Fig. 77.—H.M.S. Thunderer.

The British navy contains two powerful turret-ships constructed on the same general plan as the Glatton, but larger, and capable of steaming at a greater speed, and of carrying coal for a long voyage. These sister ships are named the Devastation, Fig. [69], and the Thunderer, Fig. [77]. The Thunderer has two turrets and a freeboard of 4 ft. 6 in. Space is provided for a store of 1,800 tons of coal, of which the Glatton can carry only 500 tons. The vessel is fitted with twin screws, turned by two pairs of independent engines, capable of working up to 5,600 horse-power, and she can steam at the rate of 12 knots, or nearly 14 miles, an hour. With the large supply of coal she can carry, the Thunderer could make a voyage of 3,000 miles without re-coaling. Though the freeboard of the heavily-plated hull is only 4 ft. 6 in., a lighter iron superstructure, indicated in the figure by the light shading, rises from the deck to the height of 7 ft., making the real freeboard nearly 12 ft. This gives the ship much greater stability, and prevents her from rolling heavily when at sea. The length is 285 ft. and the width 58 ft., and the draught 26 ft. The hull is double, the distance between the outer and inner skins of the bottom being 4 ft. 6 in. The framing is very strong and on the longitudinal principle, and the keel is formed of Bessemer steel. Each turret is 24 ft. 3 in. in internal diameter, and is built with five layers of teak and iron. Beginning at the inside, there is a lining of 2⅝ in. iron plates; then 6 in. of teak in iron frames, arranged horizontally; 6 in. of armour plates; 9 in. of teak, placed vertically; outside of all, 8 in. armour plates. Each turret carries two Fraser 35–ton guns, rifled muzzle-loaders.
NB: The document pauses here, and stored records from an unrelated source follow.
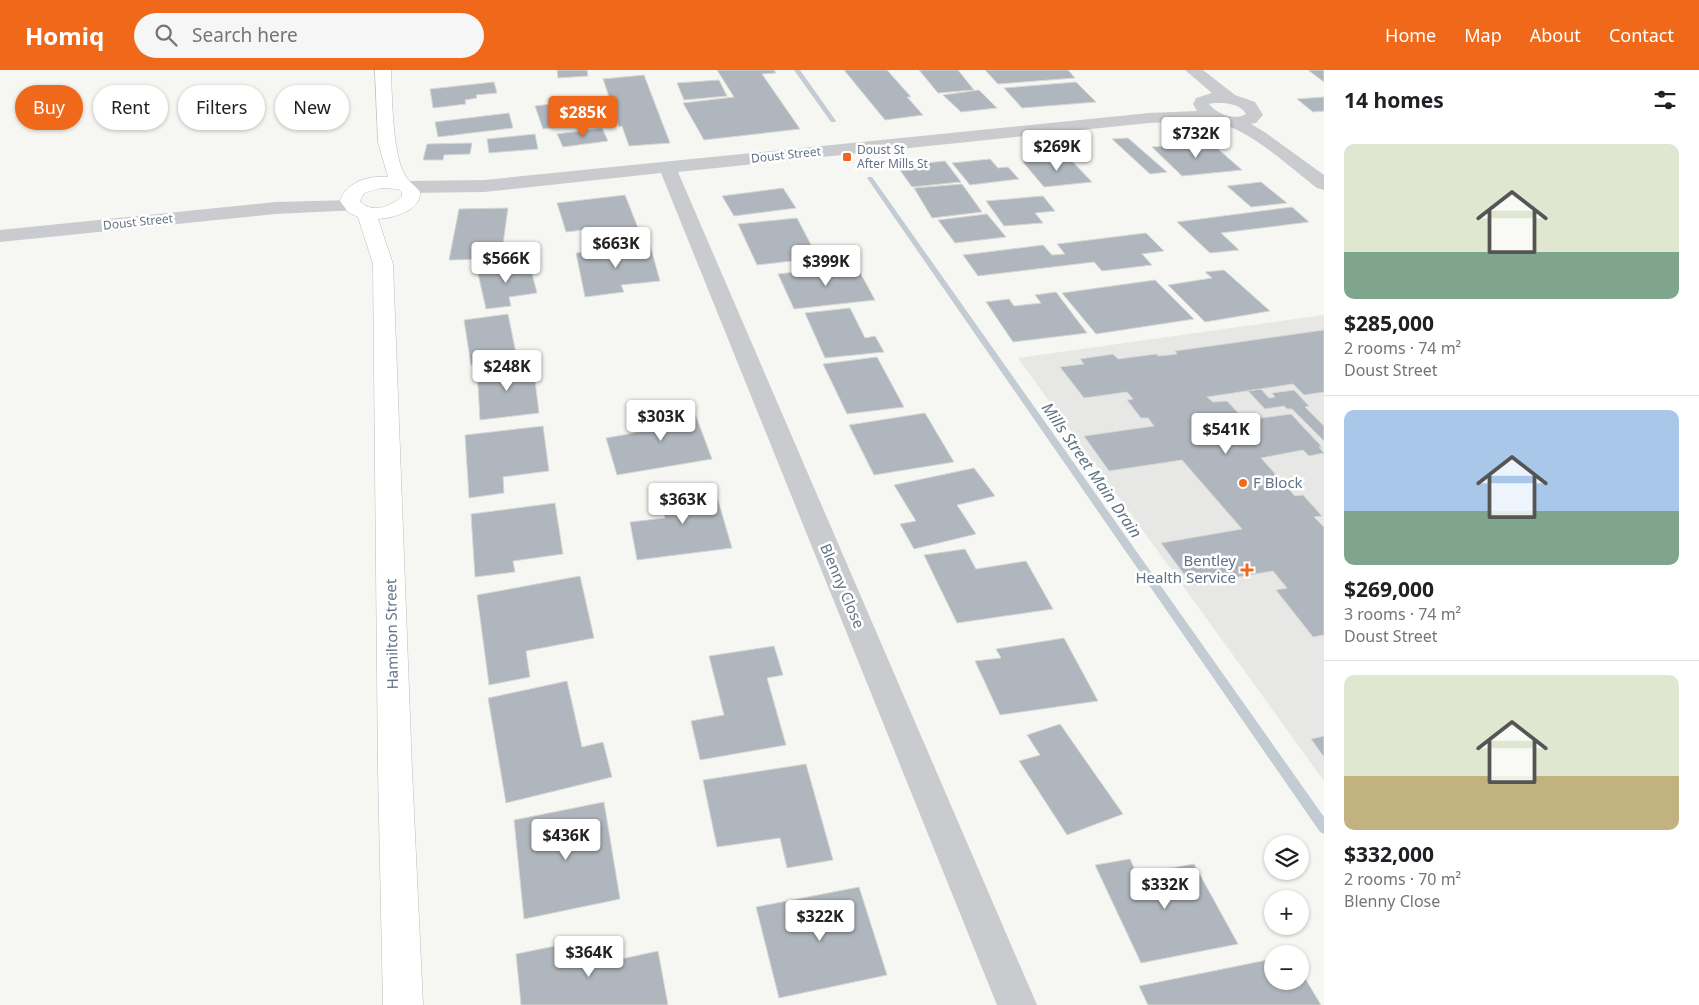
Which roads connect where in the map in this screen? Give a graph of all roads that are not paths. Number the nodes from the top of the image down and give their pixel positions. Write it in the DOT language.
graph roads {
  1 [pos="383,70"];
  2 [pos="1187,72"];
  3 [pos="1230,99"];
  4 [pos="1204,102"];
  5 [pos="1213,116"];
  6 [pos="1149,118"];
  7 [pos="1253,118"];
  8 [pos="1232,121"];
  9 [pos="385,141"];
  10 [pos="667,167"];
  11 [pos="1324,172"];
  12 [pos="1324,184"];
  13 [pos="404,195"];
  14 [pos="359,199"];
  15 [pos="1,238"];
  16 [pos="383,264"];
  17 [pos="403,1005"];
  18 [pos="1017,1005"];
  1 -- 9 [label="main road"];
  2 -- 3 [label="street"];
  2 -- 4 [label="street"];
  3 -- 4 [label="street, Doust Street"];
  3 -- 7 [label="street"];
  4 -- 5 [label="street"];
  4 -- 6 [label="street, Doust Street"];
  5 -- 6 [label="street, Doust Street"];
  5 -- 8 [label="street"];
  6 -- 10 [label="street, Doust Street"];
  7 -- 8 [label="street"];
  7 -- 11 [label="street"];
  8 -- 12 [label="street"];
  9 -- 13 [label="main road"];
  9 -- 14 [label="main road"];
  10 -- 13 [label="street, Doust Street"];
  10 -- 18 [label="street, Blenny Close"];
  13 -- 14 [label="main road"];
  13 -- 14 [label="main road"];
  13 -- 16 [label="main road, Hamilton Street"];
  14 -- 15 [label="street, Doust Street"];
  14 -- 16 [label="main road, Hamilton Street"];
  16 -- 17 [label="main road, Hamilton Street"];
}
The turrets revolve by hand or by steam-power. There are no sails, and thus a clear range for the guns is afforded fore and aft. The bases of the turrets are protected by the armoured breastwork, of which a portion is seen in the figure in advance of the fore turret.

Another very powerful ship of war, which possesses some special features, is represented in the diagram on page [165], Fig. [78]. This vessel, named the König Wilhelm, was built at Blackwall for the Prussian Government by the Thames Ironworks and Steam Shipbuilding Company, from designs by Mr. Reed. Her length is 365 ft., width 60 ft.; burthen, 6,000 tons; displacement, 8,500 tons. She is framed longitudinally, that is, girders pass from end to end, about 7 ft. apart, and the stem projects into a pointed ram. In this case also the hull is double; there is, in fact, one hull within another, with a space of 4½ ft. between them. The armour plates are 8 in. in thickness, with 10 in. of teak backing; but on the less important parts the thickness of the iron is reduced to 6 in., and in some places to 4 in. This ship has a broadside battery, and there are no turrets, but on the deck there are, fore and aft, two semicircular shields, formed of iron plates and teak, pierced with port-holes for cannon, and also with loop-holes for muskets. From these a fore-and-aft fire may be kept up. The ship is fully rigged, and has also steam engines of 7,000 horse-power, by Maudslay and Co. Her armament consists of four three-hundred-pounders, capable of delivering fore-and-aft as well as broadside fire, and twenty-three other guns of the same size between decks. These guns are all Krupp’s steel breech-loaders.